JAKARTA — Sejumlah pelaku usaha mengeluhkan lambannya pencairan restitusi pajak yang dinilai mengganggu arus kas perusahaan. Kondisi ini dikhawatirkan dapat memicu pemutusan hubungan kerja (PHK) hingga kepailitan di sejumlah perusahaan industri.
Keluhan tersebut disampaikan pelaku usaha melalui Kamar Dagang dan Industri (Kadin) Indonesia kepada Kementerian Perindustrian (Kemenperin). Menteri Perindustrian Agus Gumiwang Kartasasmita kemudian menyampaikan persoalan tersebut secara langsung kepada Menteri Keuangan Purbaya Yudhi Sadewa.
Agus mengatakan, restitusi pajak menjadi salah satu keluhan yang banyak disampaikan Kadin kepada Kemenperin. Menurut dia, pencairan restitusi memiliki kaitan langsung dengan kondisi arus kas perusahaan.
“Keluhan [pengusaha] ini kami sangat pahami dan sudah kami koordinasikan, sudah kami sampaikan, dan konsultasikan kepada menteri keuangan, yang memang punya kewenangan atau kebijakan mengenai restitusi,” kata Agus dalam rapat bersama Komisi VII DPR, dikutip Kamis (3/9/2026).
Menurut Agus, kondisi arus kas perusahaan turut menentukan kemampuan pelaku usaha dalam membiayai proyek-proyek baru. Karena itu, persoalan pencairan restitusi pajak perlu menjadi perhatian pemerintah agar tidak mengganggu keberlangsungan kegiatan usaha.
Sebelumnya, Wakil Ketua Komisi VII DPR Rahayu Saraswati mengungkapkan adanya kekhawatiran pelaku usaha, terutama dari kalangan industri di Jawa Timur, terkait pencairan restitusi pajak.
Rahayu mengatakan, keluhan tersebut diterimanya melalui Kadin. Sejumlah pengusaha bahkan menyampaikan kemungkinan melakukan PHK apabila persoalan restitusi pajak tidak segera diselesaikan.
“Ini (sejak) sebulan yang lalu. Hari ini saya mendapatkan (kabar) 'Kalau misalkan restitusi pajak ini nggak selesai, nggak turun, kami mungkin harus PHK, bahkan harus pailit. Itu industri, pabrik-pabrik,” ujar Rahayu saat mengutip keluhan pengusaha.

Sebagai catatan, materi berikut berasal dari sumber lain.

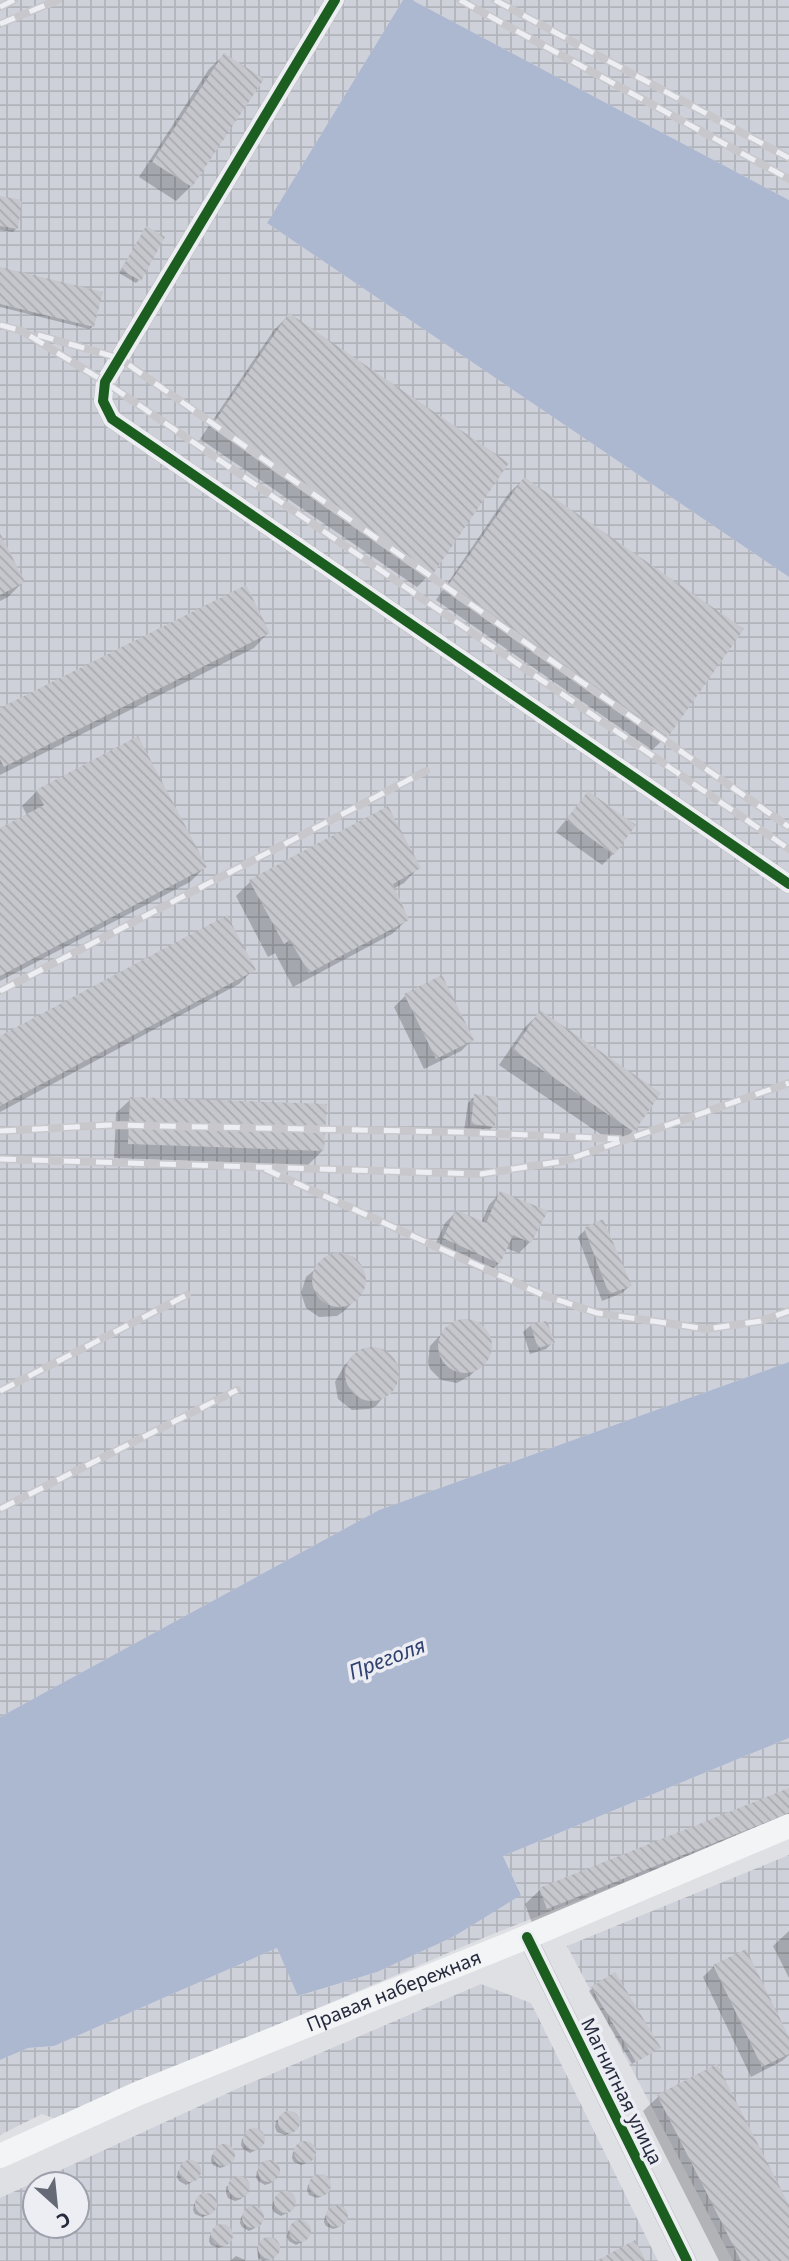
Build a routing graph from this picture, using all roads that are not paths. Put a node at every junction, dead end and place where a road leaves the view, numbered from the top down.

Menurut Rahayu, persoalan restitusi pajak mendesak untuk segera diselesaikan karena berpotensi berdampak terhadap tenaga kerja di sektor industri.
“Ini sangat mendesak, menurut saya, urgent, berkaitan dengan jutaan jiwa karena mereka yang ada di industri,” imbuhnya.
Dia meminta pemerintah segera mencari solusi atas persoalan tersebut agar tidak semakin berdampak terhadap dunia usaha dan tenaga kerja.
Berdasarkan data hingga Juli 2026, realisasi restitusi pajak tercatat mencapai Rp185,38 triliun. Angka tersebut turun 33,65 persen dibandingkan periode yang sama tahun sebelumnya.
Jika dirinci, restitusi Pajak Penghasilan (PPh) badan mencapai Rp52,66 triliun. Sementara itu, restitusi Pajak Pertambahan Nilai (PPN) dalam negeri mencapai Rp130,9 triliun.
Adapun restitusi dari jenis pajak lainnya tercatat sebesar Rp1,82 triliun.